Kathmandu, April 11: The High-Level Economic Reforms Recommendation Commission has recommended to the government for intervention to stimulate the country’s ‘sluggish’ economy.

In a report it submitted to Deputy Prime Minister and Finance Minister Bishnu Prasad Paudel today, The Commission has identified the problems of the economy and pointed out areas of improvement.

Similarly, the Commission has highlighted the decline in domestic market demand and lack of increase in investment as the main challenges at present.

Presenting the report, Commission Chairman Rameshwor Khanal said, “Consumption and investment have declined due to low credit growth, decline in real estate transactions, savings of hundreds of thousands of people remaining immobilized in cooperatives, non-payment of the due payments by the government, problems in recovery of credit and the construction sector becoming crisis-ridden.”

He also said that the government should immediately make policy intervention in the areas facing such problems and give the right direction to the economy.

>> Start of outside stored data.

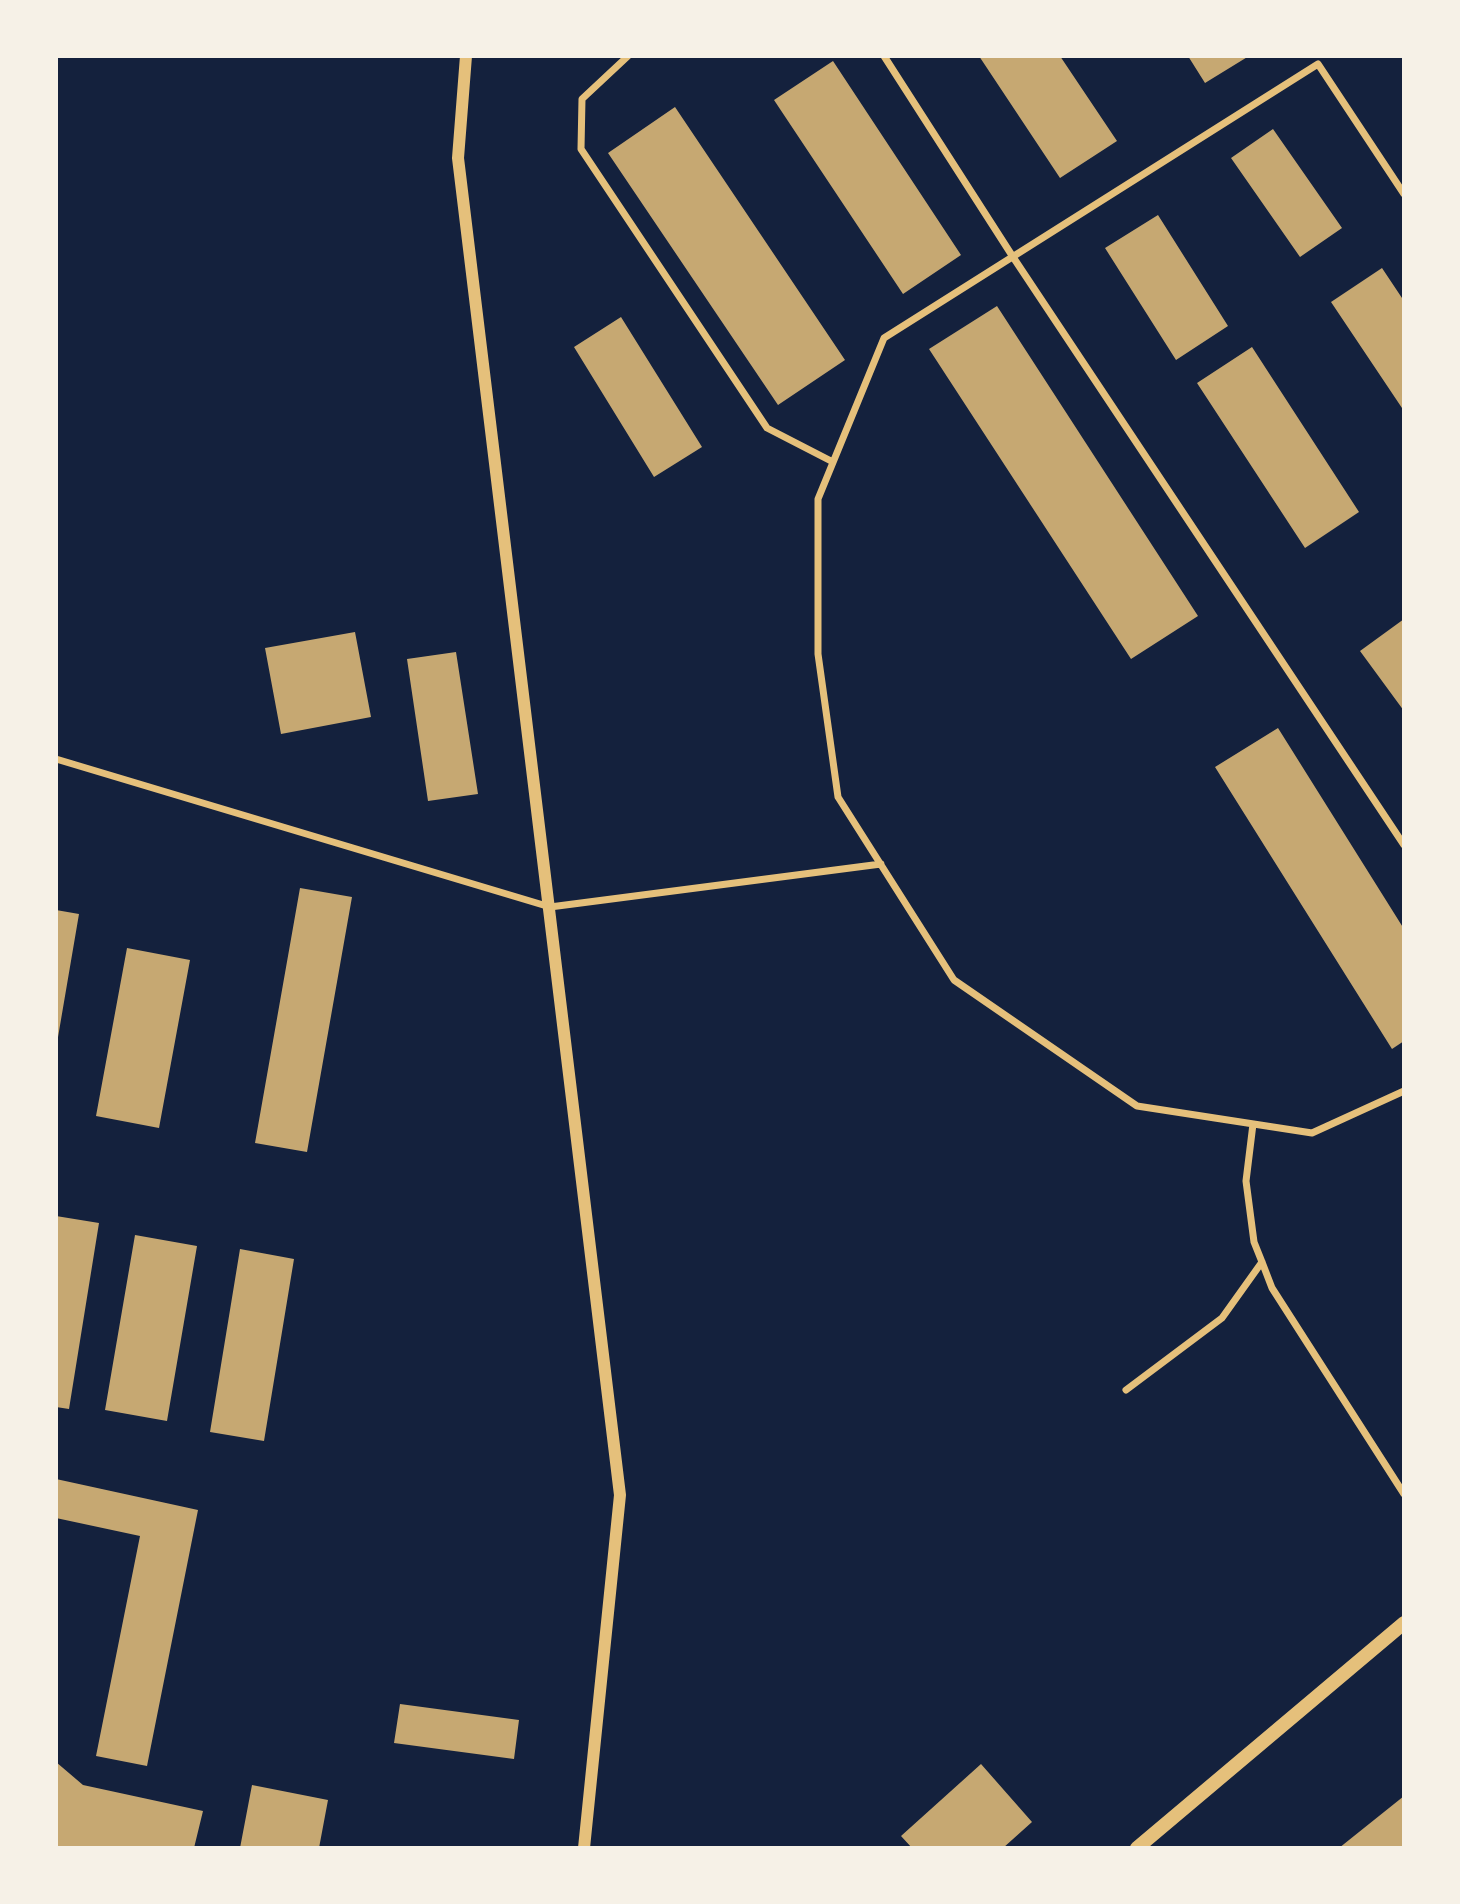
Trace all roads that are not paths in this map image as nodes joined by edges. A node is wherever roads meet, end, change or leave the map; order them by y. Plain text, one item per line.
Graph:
1 (466, 56) edge
2 (628, 56) edge
3 (884, 56) edge
4 (1313, 56) edge
5 (1318, 64) junction
6 (1404, 194) edge
7 (1013, 257) junction
8 (833, 462) junction
9 (56, 759) edge
10 (1404, 845) edge
11 (881, 864) junction
12 (550, 907) junction
13 (1404, 1091) edge
14 (1253, 1124) junction
15 (1262, 1262) junction
16 (1126, 1390) dead end
17 (1404, 1494) edge
18 (1404, 1623) edge
19 (584, 1848) edge
20 (1137, 1848) edge

1 - 12 street
2 - 8 street
3 - 7 street
4 - 5 street
5 - 6 street
5 - 7 street
7 - 8 street
7 - 10 street
8 - 11 street
9 - 12 street
11 - 12 street
11 - 14 street
12 - 19 street
13 - 14 street
14 - 15 street
15 - 16 street
15 - 17 street
18 - 20 main road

The Commission has suggested formulating policies, programmes and the outline of institutional reforms necessary for inclusive, stable, sustainable and equitable economic growth.

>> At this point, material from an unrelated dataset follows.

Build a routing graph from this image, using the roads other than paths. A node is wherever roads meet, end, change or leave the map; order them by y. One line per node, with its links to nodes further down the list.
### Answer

The report considers dependence on imports, enduring disruption in productivity, lack of strong role of the private sector, poor discipline in the financial sector, lack of efficiency of public spending, and ineffective structure of the labor market as major problems of the economy.

Policy clarity, institutional responsibility and transparency and development of implementation systems in a coordinated manner are essential for long-term solutions to such structural problems, the report stated.

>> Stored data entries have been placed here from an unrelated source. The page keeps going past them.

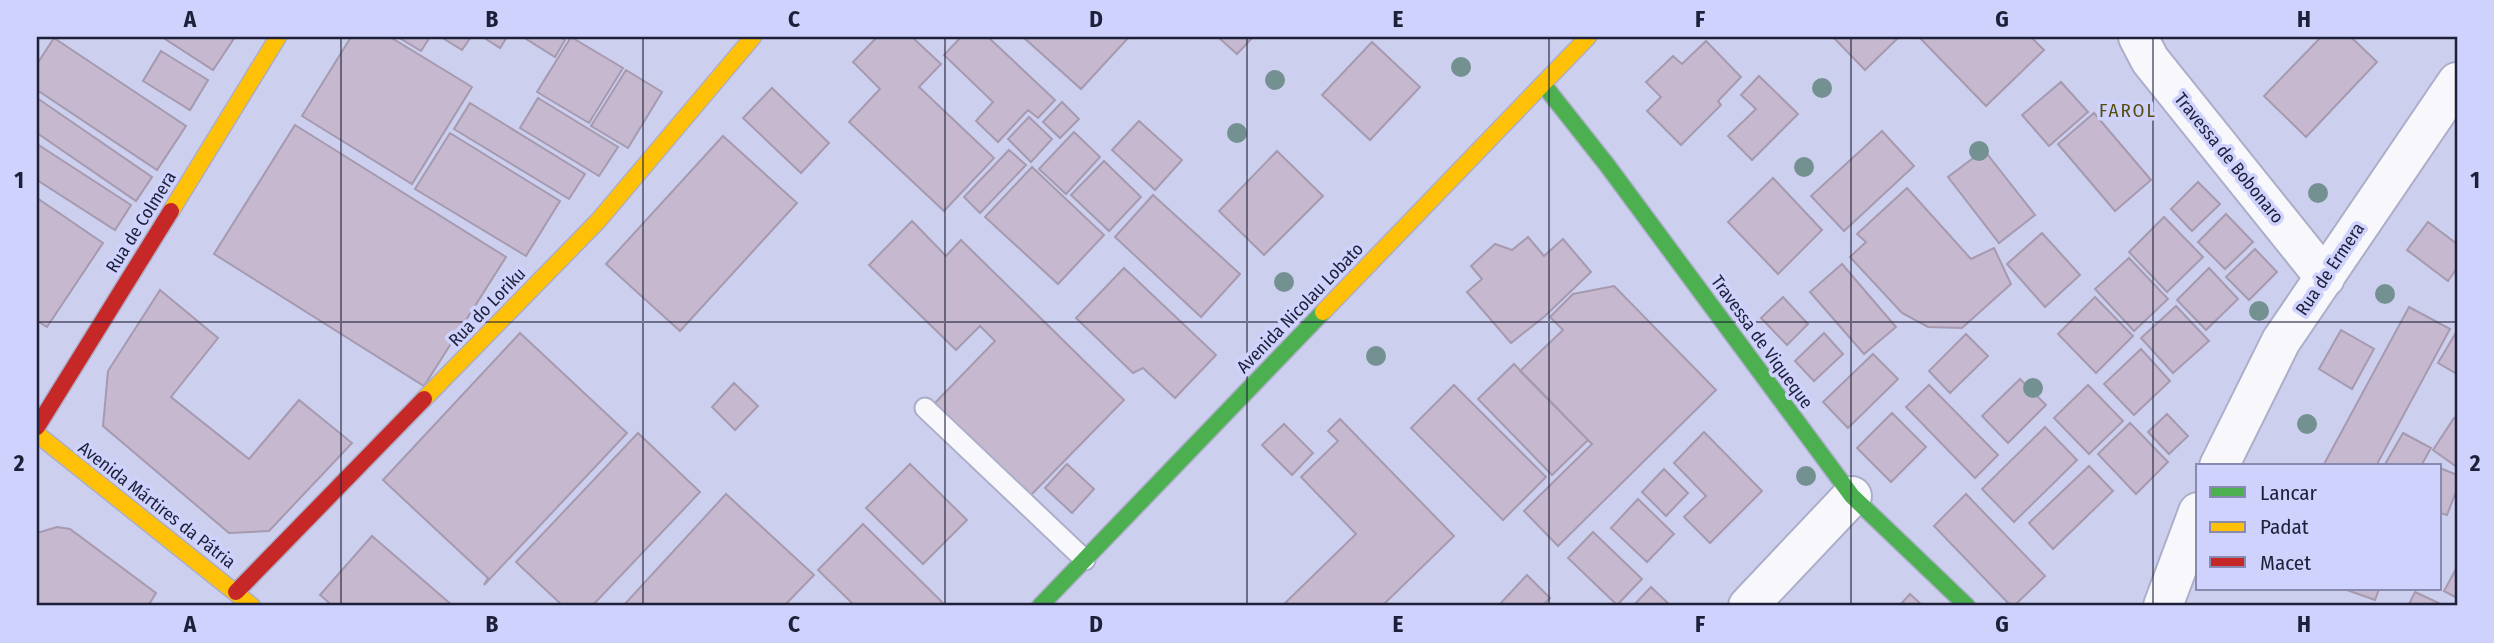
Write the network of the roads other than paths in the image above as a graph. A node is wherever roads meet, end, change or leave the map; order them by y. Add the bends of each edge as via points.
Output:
1 (278, 37) edge
2 (753, 37) edge
3 (2138, 37) edge
4 (1586, 38) edge
5 (2457, 82) edge
6 (1543, 84) junction
7 (2325, 278) junction
8 (925, 408) dead end
9 (37, 427) edge
10 (37, 434) edge
11 (2221, 464) edge
12 (1852, 496) junction
13 (2196, 517) edge
14 (1085, 560) junction
15 (236, 592) junction
16 (252, 606) edge
17 (1040, 606) edge
18 (1748, 606) edge
19 (1967, 606) edge
20 (2163, 606) edge

1 - 9 street, Rua de Colmera
2 - 15 street, Rua do Loriku via 598,221
3 - 7 street, Travessa de Bobonaro via 2150,60
4 - 6 street, Avenida Nicolau Lobato
5 - 7 street, Rua de Ermera
6 - 12 street, Travessa de Viqueque
6 - 14 street, Avenida Nicolau Lobato
7 - 11 street, Rua de Ermera via 2281,341
8 - 14 lane
10 - 15 street, Avenida Mártires da Pátria
12 - 18 street
12 - 19 street, Travessa de Viqueque
13 - 20 street
14 - 17 street, Avenida Nicolau Lobato
15 - 16 street, Avenida Mártires da Pátria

Chairman Khanal said that the Commission has focused on six different issues while making recommendations for the improvement of the economy.

“The reform proposals have been formulated focusing on increasing the economic growth rate keeping in mind the issues of stimulating the economy, creating economic opportunities, building trust-based systems, sustainable and best use of available natural resources, building a limitations-free economy and maintaining macroeconomic stability,” he said.

Economic good governance, promotion of private sector, strengthening of financial sector, public services and capital expenditure, labour market reforms and effectiveness of social sector have also been suggested.

Stating that the economic reform should begin with good governance, the Commission has also recommended transparent policy formulation, result-oriented planning and programme formulation, formulation of government budget based on cost-benefit analysis and ending unnecessary regulatory interference.

It has also pointed out in the report to the need to increase public responsibility in the budget- making, develop digital systems to streamline the expenditure system and adopt measures to remove duplicity among public bodies.

Considering the private sector as the main ‘engine’ of development, the Commission has emphasized on creating an environment conducive to the private sector. Investment-friendly policy, flexibility in labour act, promotion of labour-capital-technology coordination and clear policy formulation on public-private partnership (PPP) are necessary, it is stated.